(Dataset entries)
#####
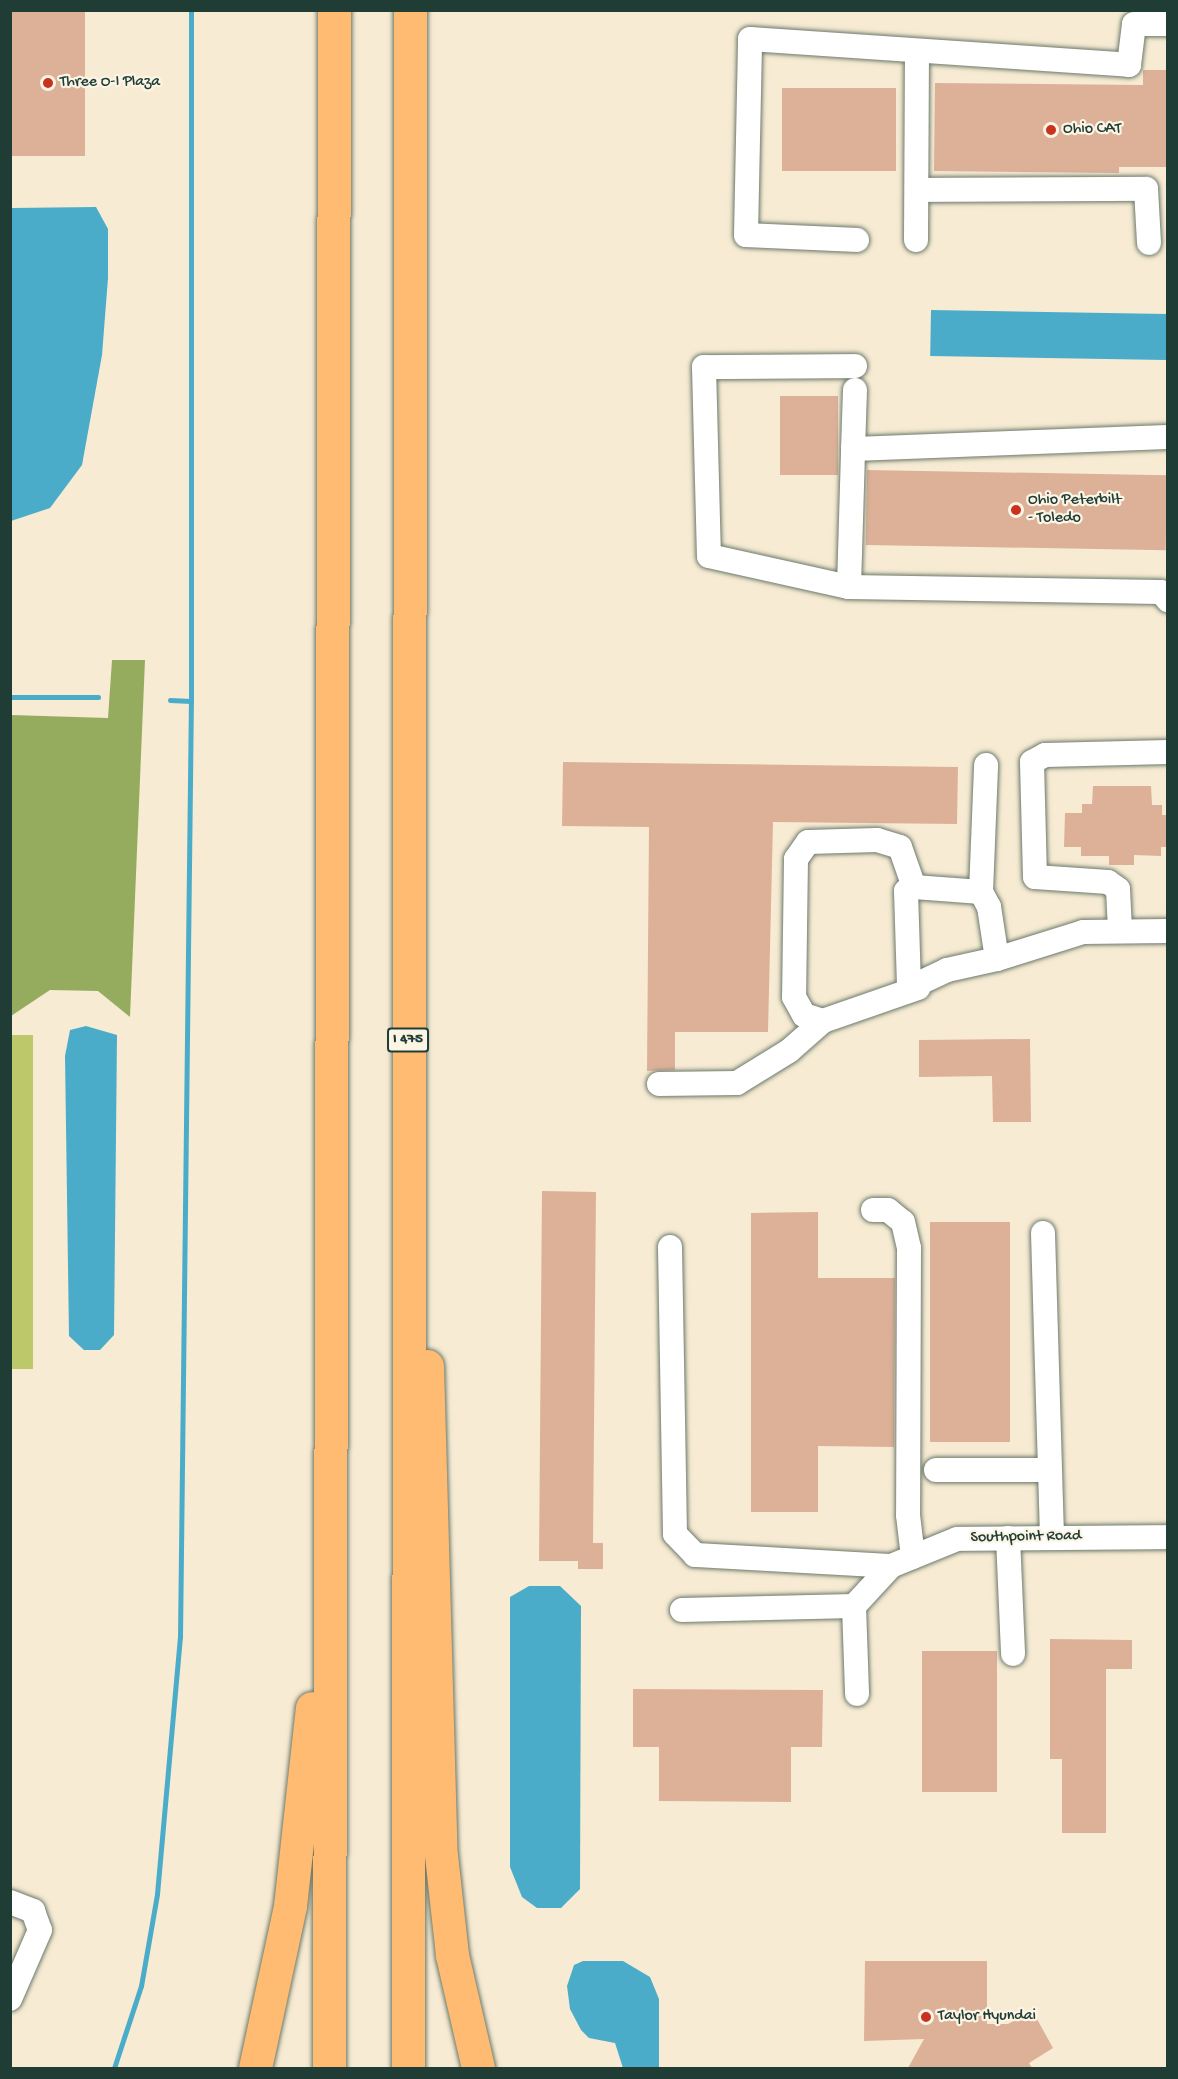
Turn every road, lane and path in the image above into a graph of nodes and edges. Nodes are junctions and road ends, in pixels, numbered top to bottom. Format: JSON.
{"nodes":[{"id":1,"x":334,"y":10,"type":"edge"},
{"id":2,"x":410,"y":10,"type":"edge"},
{"id":3,"x":1167,"y":24,"type":"edge"},
{"id":4,"x":917,"y":51,"type":"junction"},
{"id":5,"x":917,"y":190,"type":"junction"},
{"id":6,"x":857,"y":240,"type":"dead end"},
{"id":7,"x":916,"y":240,"type":"dead end"},
{"id":8,"x":1149,"y":243,"type":"dead end"},
{"id":9,"x":855,"y":366,"type":"dead end"},
{"id":10,"x":855,"y":390,"type":"dead end"},
{"id":11,"x":1167,"y":436,"type":"edge"},
{"id":12,"x":853,"y":449,"type":"junction"},
{"id":13,"x":849,"y":587,"type":"junction"},
{"id":14,"x":1165,"y":595,"type":"edge"},
{"id":15,"x":1167,"y":752,"type":"edge"},
{"id":16,"x":986,"y":765,"type":"dead end"},
{"id":17,"x":914,"y":887,"type":"junction"},
{"id":18,"x":981,"y":892,"type":"junction"},
{"id":19,"x":409,"y":897,"type":"junction"},
{"id":20,"x":1120,"y":930,"type":"junction"},
{"id":21,"x":1167,"y":931,"type":"edge"},
{"id":22,"x":997,"y":959,"type":"junction"},
{"id":23,"x":918,"y":988,"type":"junction"},
{"id":24,"x":823,"y":1021,"type":"junction"},
{"id":25,"x":658,"y":1084,"type":"dead end"},
{"id":26,"x":873,"y":1210,"type":"dead end"},
{"id":27,"x":1043,"y":1233,"type":"dead end"},
{"id":28,"x":670,"y":1247,"type":"dead end"},
{"id":29,"x":331,"y":1425,"type":"junction"},
{"id":30,"x":936,"y":1470,"type":"dead end"},
{"id":31,"x":1049,"y":1470,"type":"junction"},
{"id":32,"x":1052,"y":1536,"type":"junction"},
{"id":33,"x":1167,"y":1537,"type":"edge"},
{"id":34,"x":1008,"y":1538,"type":"junction"},
{"id":35,"x":913,"y":1557,"type":"junction"},
{"id":36,"x":891,"y":1566,"type":"junction"},
{"id":37,"x":854,"y":1606,"type":"junction"},
{"id":38,"x":682,"y":1610,"type":"dead end"},
{"id":39,"x":1013,"y":1654,"type":"dead end"},
{"id":40,"x":856,"y":1694,"type":"dead end"},
{"id":41,"x":10,"y":1902,"type":"edge"},
{"id":42,"x":10,"y":1999,"type":"edge"},
{"id":43,"x":255,"y":2068,"type":"edge"},
{"id":44,"x":329,"y":2068,"type":"edge"},
{"id":45,"x":408,"y":2068,"type":"edge"},
{"id":46,"x":478,"y":2068,"type":"edge"}],
"edges":[{"from":1,"to":29,"type":"highway"},
{"from":2,"to":19,"type":"highway","number":"I 475"},
{"from":3,"to":4,"type":"street"},
{"from":4,"to":5,"type":"street"},
{"from":4,"to":6,"type":"street"},
{"from":5,"to":7,"type":"street"},
{"from":5,"to":8,"type":"street"},
{"from":9,"to":13,"type":"street"},
{"from":10,"to":12,"type":"street"},
{"from":11,"to":12,"type":"street"},
{"from":12,"to":13,"type":"street"},
{"from":13,"to":14,"type":"street"},
{"from":15,"to":20,"type":"street"},
{"from":16,"to":18,"type":"street"},
{"from":17,"to":18,"type":"street"},
{"from":17,"to":23,"type":"street"},
{"from":17,"to":24,"type":"street"},
{"from":18,"to":22,"type":"street"},
{"from":19,"to":45,"type":"highway","number":"I 475"},
{"from":19,"to":46,"type":"highway"},
{"from":20,"to":21,"type":"street"},
{"from":20,"to":22,"type":"street"},
{"from":22,"to":23,"type":"street"},
{"from":23,"to":24,"type":"street"},
{"from":24,"to":25,"type":"street"},
{"from":26,"to":35,"type":"street"},
{"from":27,"to":31,"type":"street"},
{"from":28,"to":36,"type":"street"},
{"from":29,"to":43,"type":"highway"},
{"from":29,"to":44,"type":"highway"},
{"from":30,"to":31,"type":"street"},
{"from":31,"to":32,"type":"street"},
{"from":32,"to":33,"type":"street","name":"Southpoint Road"},
{"from":32,"to":34,"type":"street","name":"Southpoint Road"},
{"from":34,"to":35,"type":"street","name":"Southpoint Road"},
{"from":34,"to":39,"type":"street"},
{"from":35,"to":36,"type":"street","name":"Southpoint Road"},
{"from":36,"to":37,"type":"street"},
{"from":37,"to":38,"type":"street"},
{"from":37,"to":40,"type":"street"},
{"from":41,"to":42,"type":"street"}]}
#####
→ **YOUR INSTRUCTIONS**:
When a line among the entries above contains "highway", copy it.

→ **TASK ANSWER**:
"edges":[{"from":1,"to":29,"type":"highway"},
{"from":2,"to":19,"type":"highway","number":"I 475"},
{"from":19,"to":45,"type":"highway","number":"I 475"},
{"from":19,"to":46,"type":"highway"},
{"from":29,"to":43,"type":"highway"},
{"from":29,"to":44,"type":"highway"},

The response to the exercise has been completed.